Each directed edge in the graph represents a connection from an output port, namely the tail of the edge, to an
input port, namely the head of the edge. A port is connected if there is one or more connections
from/to that port.
In addition, each node in the graph provides metadata describing the input and output ports
of the component, including the type of data that can be passed to the component and parameters of the service that a user might want to change. Such information is used for the verification of
workflows and to ensure meaningful chaining of components. A connection between an input
and an output port is valid only if the types are compatible, which is strictly enforced.

=== Separation between data and control flows ===
A key contribution of the system is its clean separation between the data flow and control flow models of computations within a scientific workflows. This is achieved through the concept of embedding enabling complete data flow fragments to be embedded with a block-structured fragments of control flow constructs. This results both in simpler workflow graphs compared to other scientific workflow systems, e.g. Taverna workbench and the Kepler scientific workflow system and also provides the opportunity to apply formal methods for the analysis of their properties.

=== Data management and multiple data models ===

A key feature of the design of the system has been its support for data management within the workflow engine itself. This is an important feature since scientific experiments typically generate and use large amounts of heterogeneous and distributed data sets. The system was thus designed to support persistence and caching of intermediate data products and also to support scalable workflow execution over potentially large data sets using remote compute resources.

A second important aspect of the Discovery Net system is based on a typed workflow language and its extensibility to support arbitrary data types defined by the user. Data typing simplifies workflow scientific workflow development, enhances optimization of workflows and enhances error checking for workflow validation . The system included a number of default data types for the purpose of supporting data mining in a variety if scientific applications. These included a relational model for tabular data, a bioinformatics data model (FASTA) for representing gene sequences and a stand-off markup model for text mining based on the Tipster architecture.

Each model has an associated set of data import and export components, as well as specific
visualizers, which integrate with the generic import, export and visualization tools already
present in the system.
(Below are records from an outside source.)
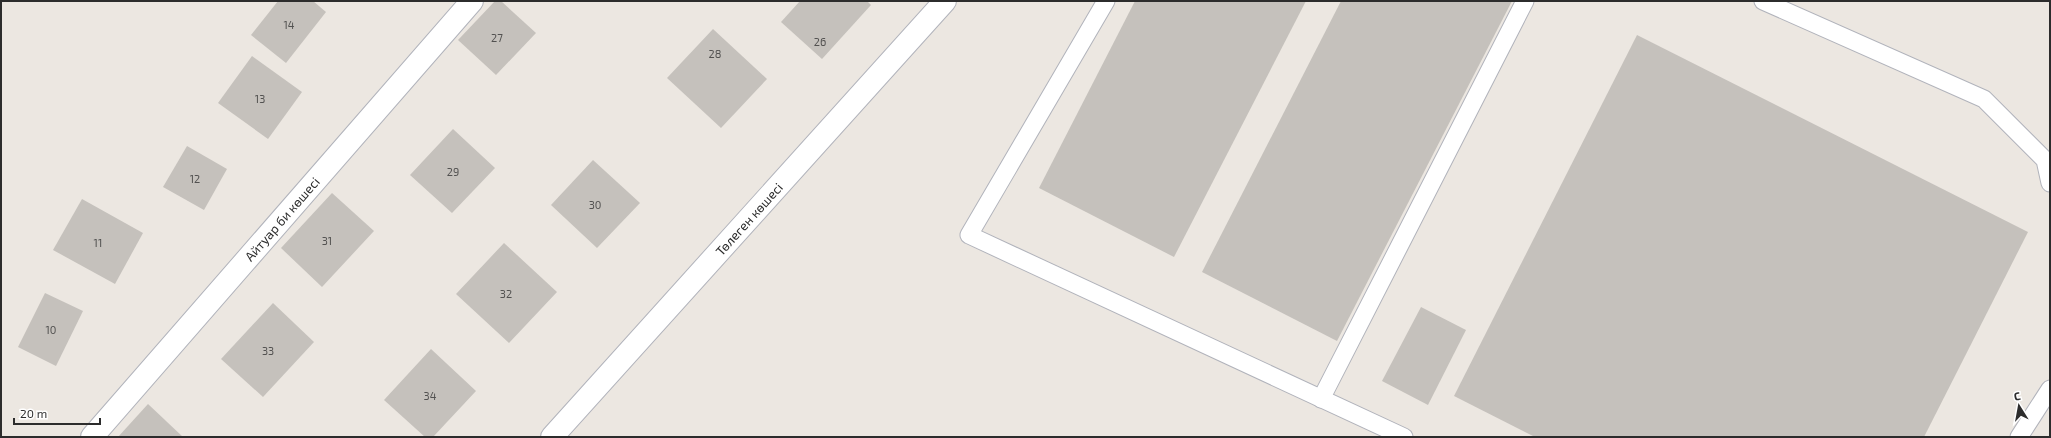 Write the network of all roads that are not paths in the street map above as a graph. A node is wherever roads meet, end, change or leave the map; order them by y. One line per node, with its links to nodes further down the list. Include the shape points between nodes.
1 (472, 1): 9 (street, Айтуар би көшесі)
2 (945, 1): 10 (street, Төлеген көшесі)
3 (1106, 1): 8 (lane, via 969,235)
4 (1526, 1): 8 (lane)
5 (1763, 1): 6 (lane, via 1984,99 2045,160)
6 (2050, 183)
7 (2050, 389): 12 (lane)
8 (1321, 399): 11 (lane)
9 (92, 437)
10 (552, 437)
11 (1404, 437)
12 (2019, 437)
As an example, chemical compounds represented in the widely used
SMILES (Simplified molecular input line entry specification) format can be imported inside data tables, where they can be rendered adequately using either a three-dimensional representation or its structural formula. The relational model also serves as the base data model for data integration, and is used for the majority of generic
data cleaning and transformation tasks.

== Applications ==
The system won the "Most Innovative Data Intensive Application Award" at the ACM SC02 (Supercomputing 2002) conference and exhibition, based on a demonstration of a fully interactive distributed genome annotation pipeline for a Malaria genome case study. Many of the features of the system (architecture features, visual front-end, simplified access to remote Web and Grid Services and inclusion of a workflow store) were considered novel at the time, and have since found their way into other academic and commercial systems, and especially features found in bioinformatics workflow management systems.
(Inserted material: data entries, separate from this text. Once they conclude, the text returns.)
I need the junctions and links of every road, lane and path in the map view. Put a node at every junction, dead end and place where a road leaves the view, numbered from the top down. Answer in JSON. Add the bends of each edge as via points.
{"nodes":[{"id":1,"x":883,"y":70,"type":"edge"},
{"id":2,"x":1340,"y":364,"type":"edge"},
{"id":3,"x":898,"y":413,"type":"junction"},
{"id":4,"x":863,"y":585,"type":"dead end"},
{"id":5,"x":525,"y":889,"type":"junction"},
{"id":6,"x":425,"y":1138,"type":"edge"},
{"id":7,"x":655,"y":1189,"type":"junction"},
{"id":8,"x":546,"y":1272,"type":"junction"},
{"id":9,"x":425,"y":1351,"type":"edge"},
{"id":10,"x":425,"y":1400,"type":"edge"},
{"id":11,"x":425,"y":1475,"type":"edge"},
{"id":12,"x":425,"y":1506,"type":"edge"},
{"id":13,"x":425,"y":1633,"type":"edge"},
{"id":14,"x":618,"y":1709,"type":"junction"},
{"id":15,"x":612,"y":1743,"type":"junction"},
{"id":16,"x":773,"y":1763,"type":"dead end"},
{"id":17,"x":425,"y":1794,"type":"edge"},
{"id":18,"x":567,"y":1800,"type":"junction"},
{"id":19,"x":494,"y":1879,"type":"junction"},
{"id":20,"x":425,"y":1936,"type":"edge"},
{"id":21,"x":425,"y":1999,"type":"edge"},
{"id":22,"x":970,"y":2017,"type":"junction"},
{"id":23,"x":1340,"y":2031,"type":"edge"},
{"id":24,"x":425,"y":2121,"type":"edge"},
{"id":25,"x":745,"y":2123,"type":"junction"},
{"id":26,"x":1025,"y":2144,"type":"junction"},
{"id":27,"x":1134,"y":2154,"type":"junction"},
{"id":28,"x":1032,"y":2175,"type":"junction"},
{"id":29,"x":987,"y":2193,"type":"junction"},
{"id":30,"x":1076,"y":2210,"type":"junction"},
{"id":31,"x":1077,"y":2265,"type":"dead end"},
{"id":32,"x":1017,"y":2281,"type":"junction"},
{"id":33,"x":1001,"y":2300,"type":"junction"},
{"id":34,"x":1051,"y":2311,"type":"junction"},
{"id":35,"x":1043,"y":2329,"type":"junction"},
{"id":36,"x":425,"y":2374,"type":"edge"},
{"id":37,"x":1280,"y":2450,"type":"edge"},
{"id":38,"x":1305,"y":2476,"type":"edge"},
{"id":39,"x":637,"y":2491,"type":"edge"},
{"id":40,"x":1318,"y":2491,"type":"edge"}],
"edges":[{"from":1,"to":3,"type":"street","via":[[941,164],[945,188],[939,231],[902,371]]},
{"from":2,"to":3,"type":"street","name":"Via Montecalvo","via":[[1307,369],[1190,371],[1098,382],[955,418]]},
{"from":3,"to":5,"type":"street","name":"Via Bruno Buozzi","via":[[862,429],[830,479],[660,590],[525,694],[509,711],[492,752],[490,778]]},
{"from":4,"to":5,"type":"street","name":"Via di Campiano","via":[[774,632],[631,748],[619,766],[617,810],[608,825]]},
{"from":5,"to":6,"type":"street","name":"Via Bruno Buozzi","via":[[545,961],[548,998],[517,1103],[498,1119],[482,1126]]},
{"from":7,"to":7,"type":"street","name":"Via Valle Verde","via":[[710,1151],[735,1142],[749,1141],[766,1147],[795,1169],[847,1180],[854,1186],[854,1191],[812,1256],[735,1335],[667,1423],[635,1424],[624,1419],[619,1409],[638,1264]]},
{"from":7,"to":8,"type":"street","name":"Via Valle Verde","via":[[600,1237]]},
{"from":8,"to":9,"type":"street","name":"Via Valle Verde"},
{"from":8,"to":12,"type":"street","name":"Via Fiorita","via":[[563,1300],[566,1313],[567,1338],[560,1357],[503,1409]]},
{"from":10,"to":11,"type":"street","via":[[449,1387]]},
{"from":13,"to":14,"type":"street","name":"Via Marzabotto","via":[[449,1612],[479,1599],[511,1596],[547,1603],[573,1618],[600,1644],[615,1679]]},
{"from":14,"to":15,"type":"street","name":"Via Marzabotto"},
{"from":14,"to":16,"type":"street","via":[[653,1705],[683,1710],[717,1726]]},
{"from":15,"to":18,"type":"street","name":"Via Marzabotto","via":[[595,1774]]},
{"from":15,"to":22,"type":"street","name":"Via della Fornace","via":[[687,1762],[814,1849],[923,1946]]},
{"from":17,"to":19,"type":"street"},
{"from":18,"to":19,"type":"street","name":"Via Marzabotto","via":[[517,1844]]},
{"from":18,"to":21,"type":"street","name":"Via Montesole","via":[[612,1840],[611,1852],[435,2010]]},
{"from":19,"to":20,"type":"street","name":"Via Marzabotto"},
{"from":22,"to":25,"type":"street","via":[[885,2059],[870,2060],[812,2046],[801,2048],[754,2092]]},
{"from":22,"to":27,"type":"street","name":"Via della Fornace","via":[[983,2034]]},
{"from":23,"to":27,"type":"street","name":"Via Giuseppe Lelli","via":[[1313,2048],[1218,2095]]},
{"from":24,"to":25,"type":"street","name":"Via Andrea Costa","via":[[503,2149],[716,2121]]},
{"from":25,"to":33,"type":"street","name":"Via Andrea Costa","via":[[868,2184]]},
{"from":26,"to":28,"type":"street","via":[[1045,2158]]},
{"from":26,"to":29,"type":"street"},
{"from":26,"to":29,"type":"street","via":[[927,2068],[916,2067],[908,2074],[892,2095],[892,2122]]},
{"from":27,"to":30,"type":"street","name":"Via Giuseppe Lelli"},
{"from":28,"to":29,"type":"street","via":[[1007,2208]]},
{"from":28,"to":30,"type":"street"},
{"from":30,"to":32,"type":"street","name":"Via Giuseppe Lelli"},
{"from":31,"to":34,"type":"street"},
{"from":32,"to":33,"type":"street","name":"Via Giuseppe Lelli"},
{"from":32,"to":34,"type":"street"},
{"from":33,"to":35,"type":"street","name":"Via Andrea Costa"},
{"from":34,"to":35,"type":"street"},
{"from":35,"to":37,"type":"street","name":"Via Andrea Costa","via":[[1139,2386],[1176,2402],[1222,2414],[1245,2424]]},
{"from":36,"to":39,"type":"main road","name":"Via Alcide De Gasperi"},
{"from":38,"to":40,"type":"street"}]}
Beyond the original Discovery Net project, the system has been used in a large number of scientific applications, for example the BAIR: Biological Atlas of Insulin Resistance project funded by the Wellcome Trust and also in a large number of projects funded by both the EPSRC and BBSRC in the UK. The Discovery Net technology and system have also evolved into commercial products though the Imperial College spinout company InforSense Ltd, which further extended and applied the system in a wide variety of commercial applications as well as through further research projects, including SIMDAT, TOPCOMBI, BRIDGE and ARGUGRID.